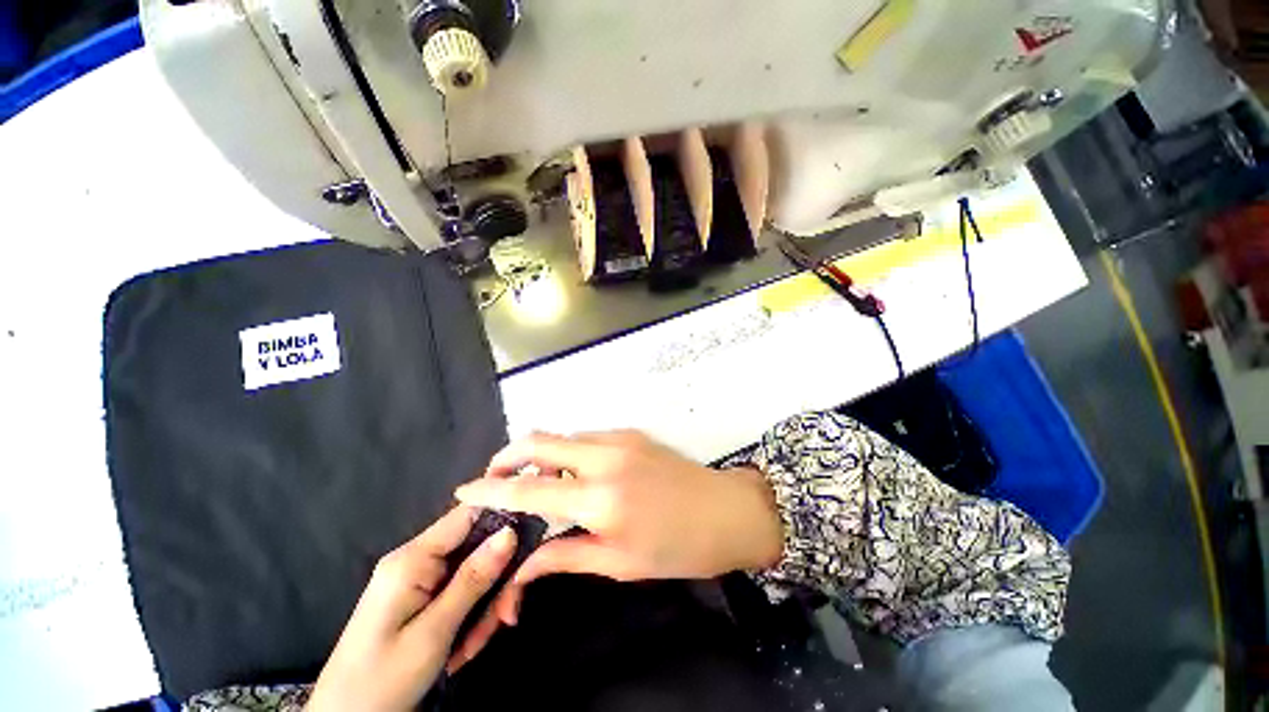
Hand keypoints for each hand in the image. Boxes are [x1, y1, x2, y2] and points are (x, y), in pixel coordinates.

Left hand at [306, 506, 516, 711]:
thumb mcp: (433, 633)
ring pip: (473, 572)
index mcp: (413, 558)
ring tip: (478, 644)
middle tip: (507, 617)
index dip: (504, 516)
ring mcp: (418, 578)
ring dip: (484, 605)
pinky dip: (471, 615)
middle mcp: (416, 559)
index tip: (534, 535)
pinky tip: (465, 647)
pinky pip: (460, 591)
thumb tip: (511, 531)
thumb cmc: (382, 680)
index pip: (469, 513)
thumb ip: (473, 579)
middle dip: (496, 580)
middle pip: (475, 547)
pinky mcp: (421, 596)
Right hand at [448, 431, 782, 668]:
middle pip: (540, 441)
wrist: (727, 511)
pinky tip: (575, 474)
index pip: (530, 489)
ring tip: (534, 480)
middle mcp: (605, 456)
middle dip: (508, 455)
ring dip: (541, 454)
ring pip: (564, 437)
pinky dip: (569, 451)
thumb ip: (566, 556)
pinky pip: (587, 437)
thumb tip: (522, 566)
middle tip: (495, 477)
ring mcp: (620, 438)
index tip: (464, 490)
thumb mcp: (619, 563)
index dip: (491, 489)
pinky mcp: (631, 433)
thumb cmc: (678, 548)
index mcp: (601, 497)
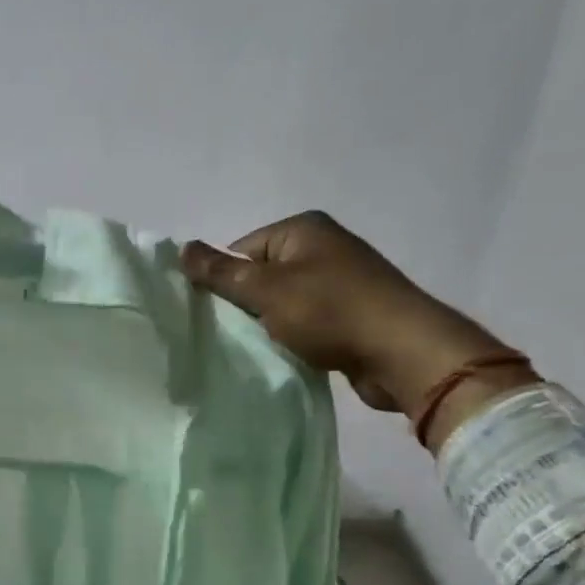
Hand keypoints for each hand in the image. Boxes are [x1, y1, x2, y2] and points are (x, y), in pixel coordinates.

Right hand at [180, 212, 533, 443]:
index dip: (225, 282)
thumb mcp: (266, 289)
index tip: (218, 314)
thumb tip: (181, 248)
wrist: (403, 353)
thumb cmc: (330, 311)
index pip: (242, 250)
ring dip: (271, 324)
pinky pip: (308, 322)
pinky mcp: (352, 315)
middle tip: (235, 333)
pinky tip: (290, 354)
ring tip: (264, 346)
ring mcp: (342, 282)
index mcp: (303, 230)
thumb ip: (221, 272)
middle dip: (247, 305)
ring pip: (284, 303)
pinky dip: (295, 336)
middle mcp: (323, 248)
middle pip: (262, 275)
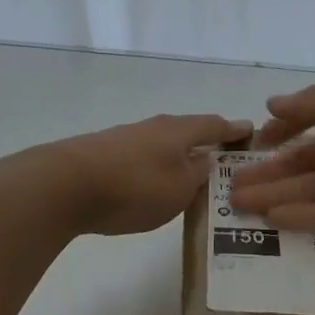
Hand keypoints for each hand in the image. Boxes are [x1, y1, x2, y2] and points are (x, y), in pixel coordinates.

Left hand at [38, 113, 252, 236]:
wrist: (63, 185)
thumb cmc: (134, 187)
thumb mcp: (179, 189)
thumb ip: (197, 175)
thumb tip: (206, 161)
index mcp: (179, 131)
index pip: (215, 125)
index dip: (235, 130)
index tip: (251, 132)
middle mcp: (154, 127)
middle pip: (188, 132)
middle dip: (207, 144)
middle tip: (224, 161)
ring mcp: (126, 138)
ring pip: (163, 146)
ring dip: (179, 158)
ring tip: (190, 178)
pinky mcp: (103, 155)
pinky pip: (142, 159)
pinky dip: (155, 168)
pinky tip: (153, 185)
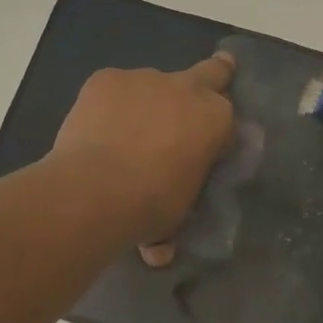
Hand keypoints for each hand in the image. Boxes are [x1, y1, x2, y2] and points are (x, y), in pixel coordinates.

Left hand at [50, 54, 237, 256]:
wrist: (95, 190)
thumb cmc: (150, 205)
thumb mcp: (179, 212)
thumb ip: (175, 211)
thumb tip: (160, 249)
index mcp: (215, 119)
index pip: (228, 117)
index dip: (217, 130)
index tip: (207, 146)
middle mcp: (186, 88)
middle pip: (210, 72)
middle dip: (213, 77)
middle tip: (199, 95)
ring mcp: (144, 78)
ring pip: (152, 87)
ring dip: (145, 106)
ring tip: (122, 138)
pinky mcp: (106, 78)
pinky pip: (113, 90)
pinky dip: (108, 106)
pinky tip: (95, 132)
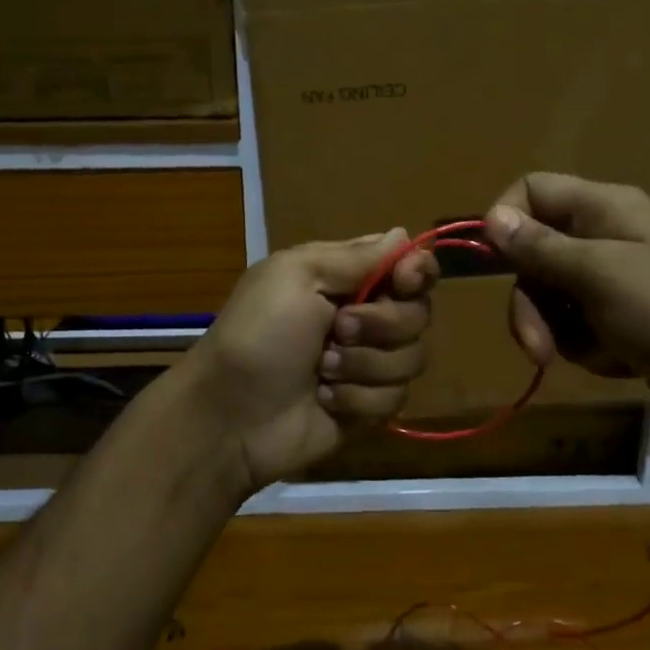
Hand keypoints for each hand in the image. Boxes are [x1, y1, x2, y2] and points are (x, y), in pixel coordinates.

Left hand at [185, 231, 437, 492]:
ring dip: (364, 365)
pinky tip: (325, 400)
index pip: (408, 266)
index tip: (405, 282)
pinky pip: (395, 398)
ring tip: (322, 371)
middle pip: (419, 313)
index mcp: (346, 278)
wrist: (231, 415)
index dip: (418, 272)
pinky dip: (357, 399)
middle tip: (337, 329)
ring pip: (412, 358)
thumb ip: (356, 256)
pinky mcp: (368, 406)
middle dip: (381, 325)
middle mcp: (364, 317)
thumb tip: (404, 234)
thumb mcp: (297, 276)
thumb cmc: (258, 334)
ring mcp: (368, 364)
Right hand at [482, 172, 649, 411]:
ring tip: (591, 356)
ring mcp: (613, 278)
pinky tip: (615, 360)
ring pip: (551, 295)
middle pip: (534, 253)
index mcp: (603, 207)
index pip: (533, 190)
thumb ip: (540, 247)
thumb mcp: (598, 274)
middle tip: (537, 347)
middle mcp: (604, 235)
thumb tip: (491, 217)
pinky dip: (586, 345)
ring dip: (557, 331)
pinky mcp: (620, 317)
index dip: (506, 220)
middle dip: (530, 303)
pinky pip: (576, 324)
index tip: (494, 263)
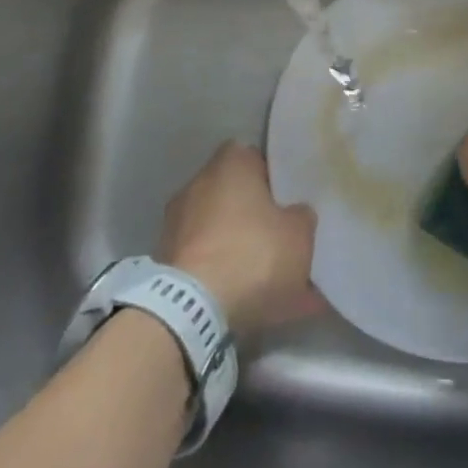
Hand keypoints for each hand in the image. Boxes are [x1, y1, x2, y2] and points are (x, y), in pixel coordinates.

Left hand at [157, 141, 321, 336]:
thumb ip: (301, 217)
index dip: (275, 179)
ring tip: (276, 284)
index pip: (256, 158)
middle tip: (285, 241)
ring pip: (224, 234)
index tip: (291, 201)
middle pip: (237, 197)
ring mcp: (178, 224)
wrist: (193, 308)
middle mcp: (199, 184)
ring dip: (244, 252)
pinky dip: (227, 279)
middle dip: (258, 219)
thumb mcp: (299, 234)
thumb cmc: (252, 254)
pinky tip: (255, 305)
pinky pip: (209, 264)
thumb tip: (295, 213)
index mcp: (230, 164)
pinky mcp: (167, 262)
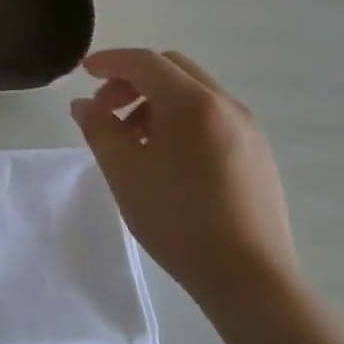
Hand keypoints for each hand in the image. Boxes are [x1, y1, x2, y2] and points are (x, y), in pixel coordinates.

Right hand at [71, 49, 296, 319]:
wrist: (251, 282)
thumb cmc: (178, 220)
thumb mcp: (123, 172)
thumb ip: (98, 128)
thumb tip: (84, 105)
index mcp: (192, 103)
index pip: (144, 61)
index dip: (110, 61)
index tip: (84, 71)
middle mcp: (225, 105)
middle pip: (172, 69)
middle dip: (133, 79)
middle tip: (106, 109)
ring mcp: (248, 130)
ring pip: (194, 92)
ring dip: (157, 100)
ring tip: (134, 138)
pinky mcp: (259, 155)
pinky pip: (213, 116)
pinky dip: (182, 118)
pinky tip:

---

Task item: With the pictures omitted, restate word for word the lines above from the line that has "pinky tip: (290, 354)" up to and including the line that has "wrist: (63, 185)", and no other lines.

Written response:
pinky tip: (290, 354)
ring tip: (264, 346)
ring mcp: (342, 282)
index mcp: (303, 230)
thumb ip: (221, 272)
middle dip: (247, 305)
ring pip: (284, 303)
pinky dip: (295, 336)
middle mcp: (323, 248)
middle pip: (262, 275)
Hand keypoints for each hand in the image. Boxes are [x1, y1, x2, y2] and points are (x, y), in pixel coordinates.

Left hand at [38, 113, 252, 236]:
wrist: (63, 185)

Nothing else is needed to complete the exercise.